#### Exercise description
An exact reproduction of the lines below, from the first through the one with "Extract the road", is the whole answer; pictures have no place in it.
(Beginning of Data for this task)
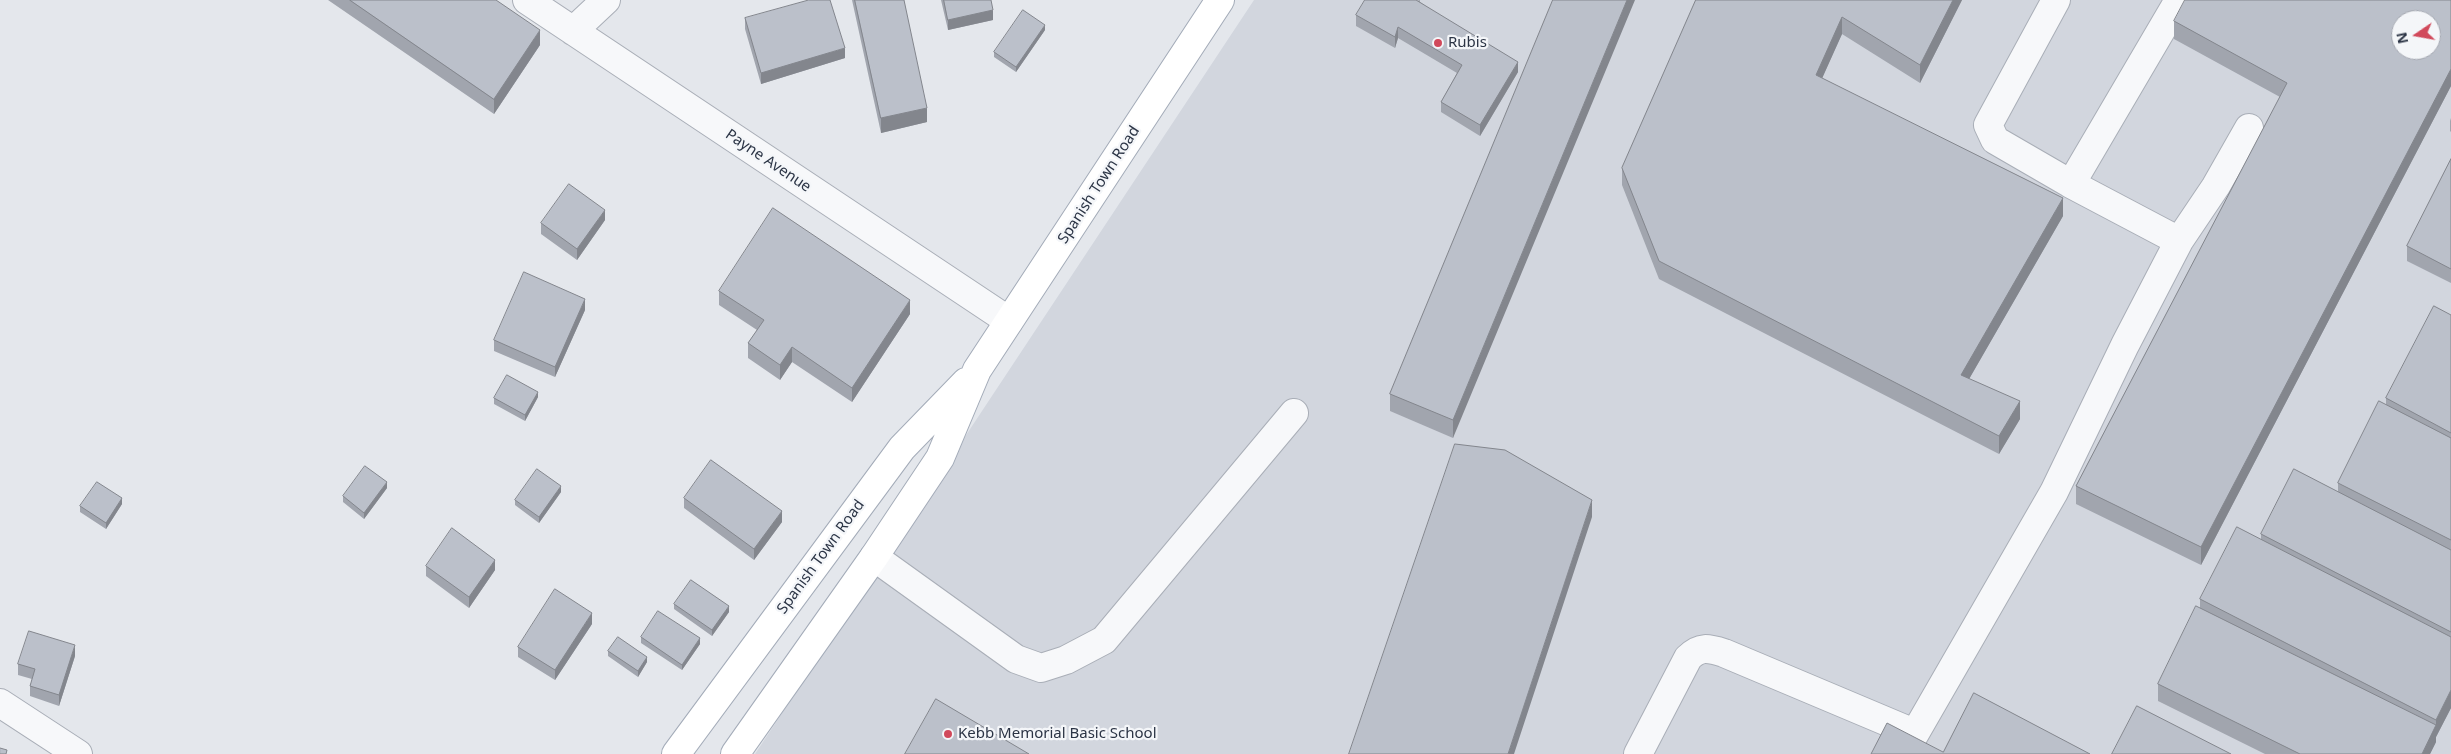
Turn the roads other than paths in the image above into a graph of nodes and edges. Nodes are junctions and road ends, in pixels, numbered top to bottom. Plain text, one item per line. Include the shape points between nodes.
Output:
1 (527, 0) edge
2 (606, 0) edge
3 (1220, 0) edge
4 (2056, 0) edge
5 (2179, 0) edge
6 (573, 31) junction
7 (2249, 128) dead end
8 (2071, 184) junction
9 (2179, 242) junction
10 (1009, 321) junction
11 (978, 370) junction
12 (1294, 413) dead end
13 (874, 557) junction
14 (0, 703) edge
15 (78, 754) edge
16 (676, 754) edge
17 (734, 754) edge
18 (1638, 754) edge

1 - 6 street, Payne Avenue
2 - 6 street
3 - 10 main road, Spanish Town Road
4 - 8 street via 1988,125 1995,140
5 - 8 street
6 - 10 street, Payne Avenue
7 - 9 street
8 - 9 street
9 - 18 street via 2054,492 1910,741 1724,653 1704,647 1688,658
10 - 11 main road, Spanish Town Road
11 - 13 main road, Spanish Town Road via 940,458
11 - 16 main road, Spanish Town Road via 902,448
12 - 13 street via 1104,640 1066,660 1041,668 1016,659
13 - 17 main road, Spanish Town Road
14 - 15 street

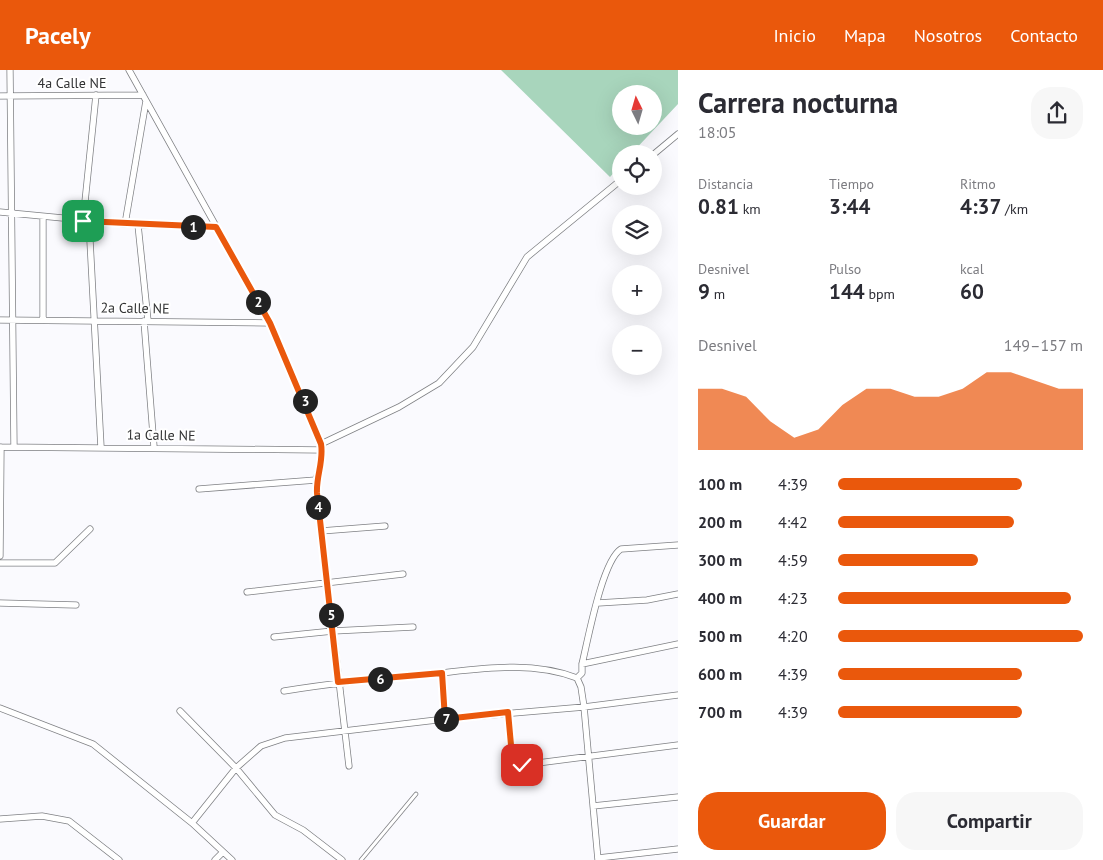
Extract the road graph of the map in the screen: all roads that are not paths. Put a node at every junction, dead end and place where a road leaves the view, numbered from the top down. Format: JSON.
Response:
{"nodes":[{"id":1,"x":10,"y":70,"type":"edge"},
{"id":2,"x":129,"y":70,"type":"edge"},
{"id":3,"x":96,"y":95,"type":"junction"},
{"id":4,"x":0,"y":96,"type":"edge"},
{"id":5,"x":10,"y":96,"type":"junction"},
{"id":6,"x":145,"y":98,"type":"junction"},
{"id":7,"x":678,"y":134,"type":"edge"},
{"id":8,"x":662,"y":147,"type":"edge"},
{"id":9,"x":612,"y":187,"type":"edge"},
{"id":10,"x":0,"y":212,"type":"edge"},
{"id":11,"x":11,"y":214,"type":"junction"},
{"id":12,"x":43,"y":217,"type":"junction"},
{"id":13,"x":86,"y":221,"type":"junction"},
{"id":14,"x":125,"y":224,"type":"junction"},
{"id":15,"x":138,"y":225,"type":"junction"},
{"id":16,"x":216,"y":227,"type":"junction"},
{"id":17,"x":0,"y":320,"type":"edge"},
{"id":18,"x":12,"y":320,"type":"junction"},
{"id":19,"x":43,"y":320,"type":"junction"},
{"id":20,"x":93,"y":320,"type":"junction"},
{"id":21,"x":146,"y":321,"type":"junction"},
{"id":22,"x":270,"y":323,"type":"junction"},
{"id":23,"x":1,"y":447,"type":"edge"},
{"id":24,"x":14,"y":447,"type":"junction"},
{"id":25,"x":101,"y":447,"type":"junction"},
{"id":26,"x":322,"y":447,"type":"junction"},
{"id":27,"x":154,"y":448,"type":"junction"},
{"id":28,"x":316,"y":480,"type":"junction"},
{"id":29,"x":199,"y":489,"type":"dead end"},
{"id":30,"x":385,"y":526,"type":"dead end"},
{"id":31,"x":90,"y":529,"type":"dead end"},
{"id":32,"x":321,"y":530,"type":"junction"},
{"id":33,"x":678,"y":545,"type":"edge"},
{"id":34,"x":0,"y":556,"type":"edge"},
{"id":35,"x":0,"y":564,"type":"edge"},
{"id":36,"x":403,"y":574,"type":"dead end"},
{"id":37,"x":327,"y":584,"type":"junction"},
{"id":38,"x":247,"y":592,"type":"dead end"},
{"id":39,"x":678,"y":594,"type":"edge"},
{"id":40,"x":0,"y":603,"type":"edge"},
{"id":41,"x":598,"y":603,"type":"junction"},
{"id":42,"x":76,"y":605,"type":"dead end"},
{"id":43,"x":412,"y":627,"type":"dead end"},
{"id":44,"x":333,"y":631,"type":"junction"},
{"id":45,"x":274,"y":638,"type":"dead end"},
{"id":46,"x":678,"y":644,"type":"edge"},
{"id":47,"x":582,"y":664,"type":"junction"},
{"id":48,"x":442,"y":673,"type":"junction"},
{"id":49,"x":577,"y":678,"type":"junction"},
{"id":50,"x":338,"y":682,"type":"junction"},
{"id":51,"x":284,"y":691,"type":"dead end"},
{"id":52,"x":678,"y":695,"type":"edge"},
{"id":53,"x":0,"y":708,"type":"edge"},
{"id":54,"x":584,"y":708,"type":"junction"},
{"id":55,"x":180,"y":711,"type":"dead end"},
{"id":56,"x":508,"y":712,"type":"junction"},
{"id":57,"x":445,"y":719,"type":"junction"},
{"id":58,"x":344,"y":732,"type":"junction"},
{"id":59,"x":678,"y":746,"type":"edge"},
{"id":60,"x":589,"y":756,"type":"junction"},
{"id":61,"x":349,"y":766,"type":"dead end"},
{"id":62,"x":236,"y":768,"type":"junction"},
{"id":63,"x":416,"y":794,"type":"dead end"},
{"id":64,"x":678,"y":797,"type":"edge"},
{"id":65,"x":593,"y":806,"type":"junction"},
{"id":66,"x":0,"y":819,"type":"edge"},
{"id":67,"x":192,"y":823,"type":"junction"},
{"id":68,"x":678,"y":849,"type":"edge"},
{"id":69,"x":223,"y":852,"type":"junction"},
{"id":70,"x":598,"y":859,"type":"edge"},
{"id":71,"x":119,"y":860,"type":"edge"},
{"id":72,"x":215,"y":860,"type":"edge"},
{"id":73,"x":232,"y":860,"type":"edge"},
{"id":74,"x":342,"y":860,"type":"edge"},
{"id":75,"x":361,"y":860,"type":"edge"}],
"edges":[{"from":1,"to":5,"type":"street"},
{"from":2,"to":6,"type":"street"},
{"from":3,"to":5,"type":"street","name":"4a Calle NE"},
{"from":3,"to":6,"type":"street","name":"4a Calle NE"},
{"from":3,"to":13,"type":"street"},
{"from":4,"to":5,"type":"street","name":"4a Calle NE"},
{"from":5,"to":11,"type":"street"},
{"from":6,"to":14,"type":"street"},
{"from":6,"to":16,"type":"street"},
{"from":7,"to":8,"type":"street"},
{"from":9,"to":26,"type":"street"},
{"from":10,"to":11,"type":"street"},
{"from":11,"to":12,"type":"street"},
{"from":11,"to":18,"type":"street"},
{"from":12,"to":13,"type":"street"},
{"from":12,"to":19,"type":"street"},
{"from":13,"to":14,"type":"street"},
{"from":13,"to":20,"type":"street"},
{"from":14,"to":15,"type":"street"},
{"from":15,"to":16,"type":"street"},
{"from":15,"to":21,"type":"street"},
{"from":16,"to":22,"type":"street"},
{"from":17,"to":18,"type":"street","name":"2a Calle NE"},
{"from":18,"to":19,"type":"street","name":"2a Calle NE"},
{"from":18,"to":24,"type":"street"},
{"from":19,"to":20,"type":"street","name":"2a Calle NE"},
{"from":20,"to":21,"type":"street","name":"2a Calle NE"},
{"from":20,"to":25,"type":"street"},
{"from":21,"to":22,"type":"street","name":"2a Calle NE"},
{"from":21,"to":27,"type":"street"},
{"from":22,"to":26,"type":"street"},
{"from":23,"to":24,"type":"street","name":"1a Calle NE"},
{"from":23,"to":34,"type":"street"},
{"from":24,"to":25,"type":"street","name":"1a Calle NE"},
{"from":25,"to":27,"type":"street","name":"1a Calle NE"},
{"from":26,"to":27,"type":"street","name":"1a Calle NE"},
{"from":26,"to":28,"type":"street"},
{"from":28,"to":29,"type":"street"},
{"from":28,"to":32,"type":"street"},
{"from":30,"to":32,"type":"street"},
{"from":31,"to":35,"type":"street"},
{"from":32,"to":37,"type":"street"},
{"from":33,"to":41,"type":"street"},
{"from":36,"to":37,"type":"street"},
{"from":37,"to":38,"type":"street"},
{"from":37,"to":44,"type":"street"},
{"from":39,"to":41,"type":"street"},
{"from":40,"to":42,"type":"street"},
{"from":41,"to":47,"type":"street"},
{"from":43,"to":44,"type":"street"},
{"from":44,"to":45,"type":"street"},
{"from":44,"to":50,"type":"street"},
{"from":46,"to":47,"type":"street"},
{"from":47,"to":49,"type":"street"},
{"from":48,"to":49,"type":"street"},
{"from":48,"to":50,"type":"street"},
{"from":48,"to":57,"type":"street"},
{"from":49,"to":54,"type":"street"},
{"from":50,"to":51,"type":"street"},
{"from":50,"to":58,"type":"street"},
{"from":52,"to":54,"type":"street"},
{"from":53,"to":67,"type":"street"},
{"from":54,"to":56,"type":"street"},
{"from":54,"to":60,"type":"street"},
{"from":55,"to":62,"type":"street"},
{"from":56,"to":57,"type":"street"},
{"from":56,"to":60,"type":"street"},
{"from":57,"to":58,"type":"street"},
{"from":58,"to":61,"type":"street"},
{"from":58,"to":62,"type":"street"},
{"from":59,"to":60,"type":"street"},
{"from":60,"to":65,"type":"street"},
{"from":62,"to":67,"type":"street"},
{"from":62,"to":74,"type":"street"},
{"from":63,"to":75,"type":"lane"},
{"from":64,"to":65,"type":"street"},
{"from":65,"to":70,"type":"street"},
{"from":66,"to":71,"type":"street"},
{"from":67,"to":69,"type":"street"},
{"from":68,"to":70,"type":"street"},
{"from":69,"to":72,"type":"street"},
{"from":69,"to":73,"type":"street"}]}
(End of Data for this task)
#### Solved problem
Turn the roads other than paths in the image above into a graph of nodes and edges. Nodes are junctions and road ends, in pixels, numbered top to bottom. Plain text, one item per line. Include the shape points between nodes.
Output:
1 (527, 0) edge
2 (606, 0) edge
3 (1220, 0) edge
4 (2056, 0) edge
5 (2179, 0) edge
6 (573, 31) junction
7 (2249, 128) dead end
8 (2071, 184) junction
9 (2179, 242) junction
10 (1009, 321) junction
11 (978, 370) junction
12 (1294, 413) dead end
13 (874, 557) junction
14 (0, 703) edge
15 (78, 754) edge
16 (676, 754) edge
17 (734, 754) edge
18 (1638, 754) edge

1 - 6 street, Payne Avenue
2 - 6 street
3 - 10 main road, Spanish Town Road
4 - 8 street via 1988,125 1995,140
5 - 8 street
6 - 10 street, Payne Avenue
7 - 9 street
8 - 9 street
9 - 18 street via 2054,492 1910,741 1724,653 1704,647 1688,658
10 - 11 main road, Spanish Town Road
11 - 13 main road, Spanish Town Road via 940,458
11 - 16 main road, Spanish Town Road via 902,448
12 - 13 street via 1104,640 1066,660 1041,668 1016,659
13 - 17 main road, Spanish Town Road
14 - 15 street

Extract the road graph of the map in the screen: all roads that are not paths. Put a node at every junction, dead end and place where a road leaves the view, numbered from the top down. Format: JSON.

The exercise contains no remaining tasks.